Unfortunately we are in a mess. This means unemployed people of all ages and classes will find themselves pausing for breath in public places. Their problem is that the shopping cathedrals that replaced our bustling streets are not public spaces.

They give the illusion of being welcoming: often using old street names to generate the notion of being part of the community. But they are private spaces created for shopping and – although few put it as bluntly as my security guard – unless you’re buying something you don’t belong.

Ironically the Ilac also contains the most democratic, welcoming space in Dublin – with an utterly different ethos, where nobody watches to see how long you stay, because once you go upstairs you enter Dublin city’s central library.

When I lost my mother as a child, libraries saved my life. Libraries gave me an alternative world to survive in, where I could be swept along inside mystery books, offering imaginative freedom and safe spaces to explore emotion.

Books were a halfway world where I could grow up without having to experiment with things I wasn’t ready for, where I was transported not by drugs or alcohol but the power of someone’s imagination.

Books were safe stepping stones – amid the real stepping stones I had to take – in the awkward business of growing up.

Today I believe public libraries are saving not just children but the sorts of people who previously rarely entered libraries but now seek sanctuary there every day. Libraries have become the most democratic, non-judgmental spaces we have.

Despite this, libraries are seeing budgets slashed, although some, like South Dublin Libraries, have managed to retain their core funding by repeatedly showing how vital they have become and how this recession has eradicated any notion of an “average” library user.

Libraries cherish books but also give people verified information. Everything is available on Google, but Google is another kind of Gauleiter, whose real function is to sell you things. It is a maze of information and disinformation.

With more people using the internet to research health or finance issues, library staff can guide users towards verifiable sites.

For local authorities, the library book budget is the easiest cut – with some smaller counties having as little as €25,000 to spend. Readers rarely protest – no book club could be mistaken for a Youth Defence flying squad.

However, library usage is soaring and teeming with new demographics.

There is an influx of males between 18 and 35, reading Irish and foreign newspapers online, searching for jobs or researching before interviews, with 68 per cent also borrowing books.

Across Ireland, highly educated men are beating themselves up, feeling they can no longer provide for their families. These men sometimes feel ashamed to bring their children to school, feeling this carries the public stigma of being unemployed.

Libraries though have seen a surge in fathers bringing children to parent-and-toddler sessions or just helping them pick books, delighted to find something they do for their children.

Such men are coming back on their own because, with computers, libraries are becoming virtual offices for tentative small enterprises, with unemployed men and women taking steps towards economic recovery by using the one thing no one can take from them – their initiative – in a space with no Gauleiter to tell them to move on.

In libraries we become citizens, not consumers.

Local politicians need to grasp that for many of their constituents, libraries are the last truly democratic spaces.
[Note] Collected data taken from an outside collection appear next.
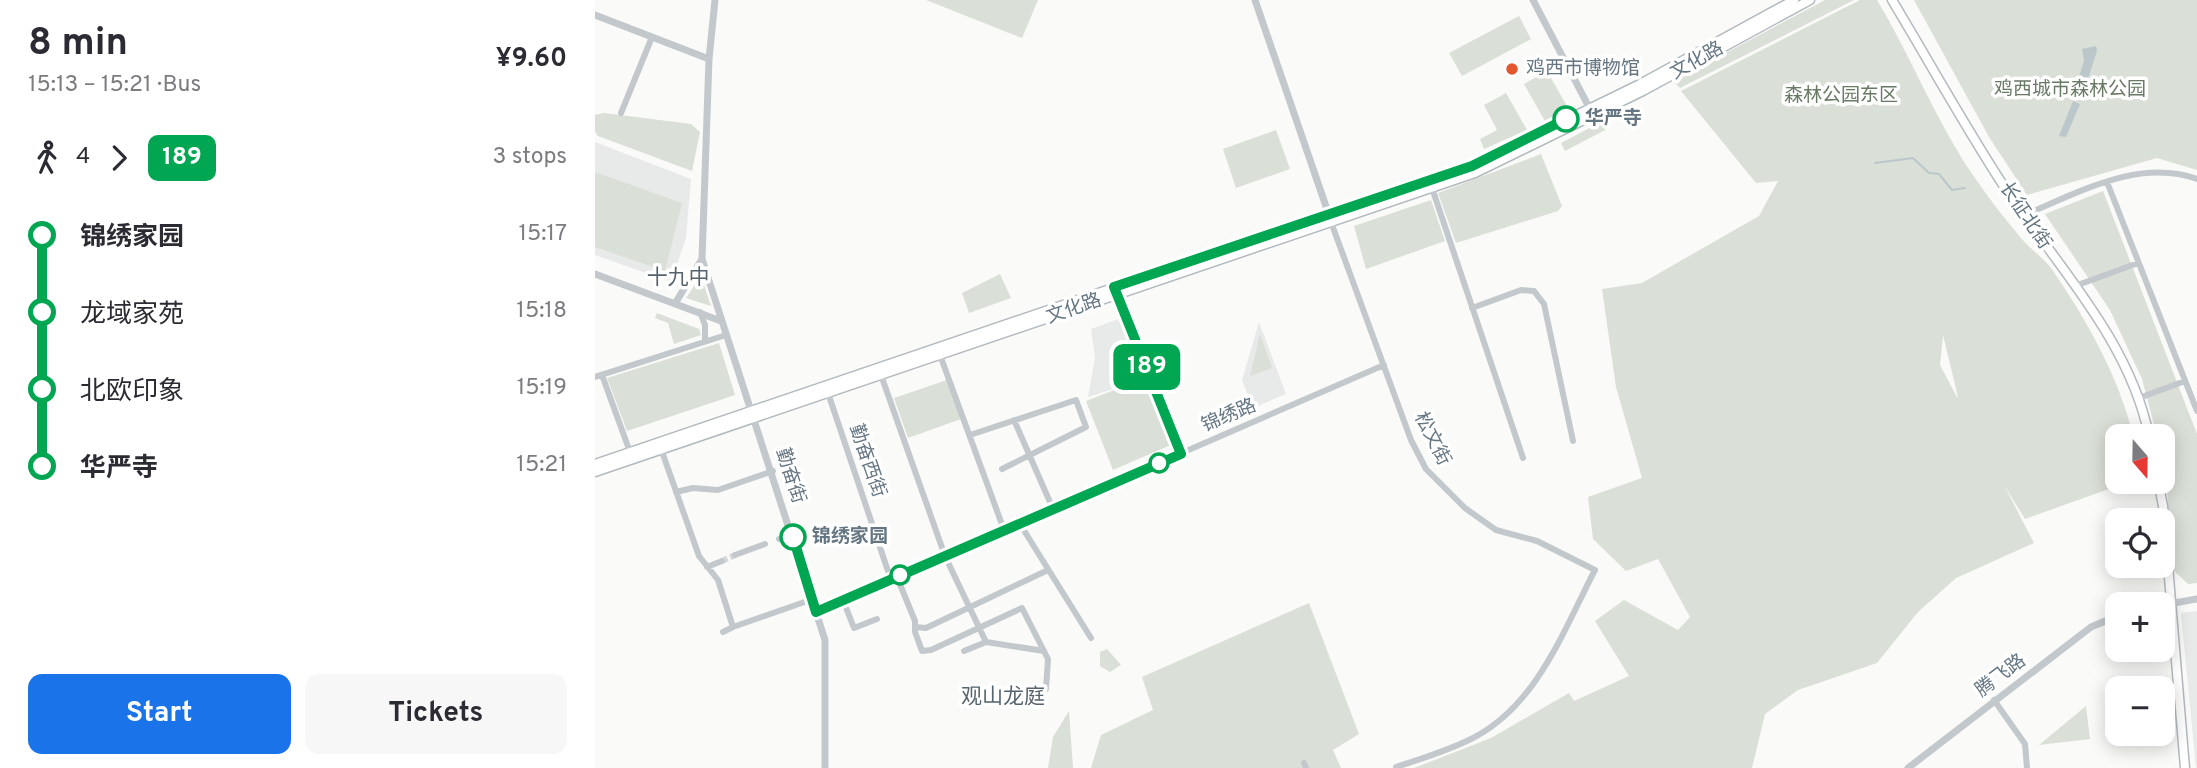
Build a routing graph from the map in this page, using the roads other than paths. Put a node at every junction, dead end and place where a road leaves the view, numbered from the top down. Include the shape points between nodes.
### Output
1 (715, 0) edge
2 (1255, 0) edge
3 (1533, 0) edge
4 (1794, 0) edge
5 (1809, 0) edge
6 (1892, 0) edge
7 (595, 15) edge
8 (652, 37) junction
9 (709, 59) junction
10 (1592, 111) junction
11 (621, 113) dead end
12 (2197, 179) edge
13 (2106, 182) junction
14 (1431, 184) junction
15 (2024, 215) junction
16 (1330, 218) junction
17 (702, 259) junction
18 (2138, 263) junction
19 (595, 274) edge
20 (2074, 286) junction
21 (1116, 291) junction
22 (676, 302) junction
23 (1472, 308) junction
24 (699, 310) junction
25 (721, 321) junction
26 (726, 335) junction
27 (705, 341) junction
28 (940, 355) junction
29 (1384, 365) junction
30 (881, 375) junction
31 (598, 376) edge
32 (2185, 381) junction
33 (828, 393) junction
34 (2139, 398) junction
35 (2197, 411) edge
36 (753, 414) junction
37 (1014, 420) junction
38 (2146, 424) edge
39 (969, 435) junction
40 (1573, 441) dead end
41 (661, 449) junction
42 (630, 452) junction
43 (1181, 454) junction
44 (1030, 455) junction
45 (1523, 458) dead end
46 (595, 464) edge
47 (1002, 469) dead end
48 (773, 471) junction
49 (595, 472) edge
50 (676, 492) junction
51 (2159, 494) edge
52 (1053, 509) junction
53 (1020, 524) junction
54 (1004, 530) junction
55 (792, 534) junction
56 (779, 539) dead end
57 (765, 544) dead end
58 (735, 555) tunnel mouth
59 (945, 556) junction
60 (722, 561) tunnel mouth
61 (707, 566) junction
62 (1048, 570) junction
63 (894, 578) junction
64 (2166, 592) edge
65 (813, 599) junction
66 (2197, 599) edge
67 (843, 600) junction
68 (2175, 603) edge
69 (816, 612) junction
70 (877, 619) dead end
71 (2105, 621) edge
72 (733, 627) junction
73 (915, 627) junction
74 (980, 627) junction
75 (723, 632) dead end
76 (1091, 638) dead end
77 (986, 642) junction
78 (964, 651) dead end
79 (1044, 651) junction
80 (2173, 662) edge
81 (1046, 689) dead end
82 (1994, 700) junction
83 (1396, 767) edge
84 (825, 768) edge
85 (1908, 768) edge
86 (2027, 768) edge
87 (2185, 768) edge

1 - 9 street
2 - 16 street, 松文街
3 - 10 street
4 - 10 main road, 文化路
5 - 10 main road, 文化路
6 - 15 main road, 长征北街
7 - 8 street
8 - 9 street
8 - 11 street
9 - 17 street
10 - 14 main road, 文化路
12 - 13 street via 2179,173 2136,172
13 - 15 street
13 - 18 street
14 - 16 main road, 文化路
14 - 23 street
15 - 20 main road, 长征北街
16 - 21 main road, 文化路
16 - 29 street, 松文街
17 - 22 street
17 - 25 street, 勤奋街
18 - 20 street
18 - 32 street
19 - 22 street
20 - 34 main road, 长征北街 via 2111,338
21 - 28 main road, 文化路
21 - 36 main road, 文化路
21 - 43 street
22 - 24 street
23 - 40 street via 1521,290 1534,291 1539,297 1549,323
23 - 45 street
24 - 25 street
24 - 27 street
25 - 26 street, 勤奋街
26 - 27 street
26 - 36 street, 勤奋街
27 - 31 street
28 - 30 main road, 文化路
28 - 39 street
29 - 43 street, 锦绣路
29 - 83 street, 松文街 via 1411,440 1426,469 1449,494 1496,530 1537,541 1595,570 1521,701 1473,738
30 - 33 main road, 文化路
30 - 59 street
31 - 42 street
32 - 34 street
32 - 35 street
33 - 36 main road, 文化路
33 - 63 street, 勤奋西街
34 - 38 main road, 长征北街
36 - 41 main road, 文化路
36 - 42 main road, 文化路
36 - 48 street, 勤奋街
37 - 39 street
37 - 44 street
37 - 44 street via 1076,400 1086,427
39 - 54 street
41 - 49 main road, 文化路
41 - 50 street
42 - 46 main road, 文化路
43 - 52 street, 锦绣路
44 - 47 street
44 - 52 street
48 - 50 street via 718,490
48 - 55 street, 勤奋街
50 - 61 street via 699,556
51 - 64 main road
52 - 53 street, 锦绣路
53 - 54 street, 锦绣路
53 - 62 street
54 - 59 street, 锦绣路
55 - 56 street
55 - 65 street, 勤奋街
57 - 58 street
59 - 63 street, 锦绣路
59 - 74 street
60 - 61 street
61 - 72 street via 718,580
62 - 73 street via 926,628
62 - 76 street
63 - 67 street, 锦绣路
63 - 73 street, 勤奋西街
65 - 69 street, 勤奋街
65 - 72 street
66 - 68 street
67 - 69 street, 锦绣路
67 - 70 street via 853,628
69 - 84 street, 勤奋街 via 825,640
71 - 82 street, 腾飞路 via 2091,626
72 - 75 street
73 - 74 street, 勤奋西街 via 922,650
74 - 77 street
74 - 79 street via 1022,607
77 - 78 street
77 - 79 street
79 - 81 street via 1048,659
80 - 87 main road
82 - 85 street, 腾飞路
82 - 86 street via 2025,744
Cutbacks to library budgets are a false economy.

Let politicians look at figures for mental health issues, let them look at suicide rates among the very demographics now starting to use libraries. It will show how little will be gained and how much lost by cutting library budgets any more than is utterly necessary.

Kildare Village shopping outlet, is not a village. The phrase Dundrum Town Centre is an oxymoron. The true centres of our communities are public libraries, where everyone is equal and nobody moves you along.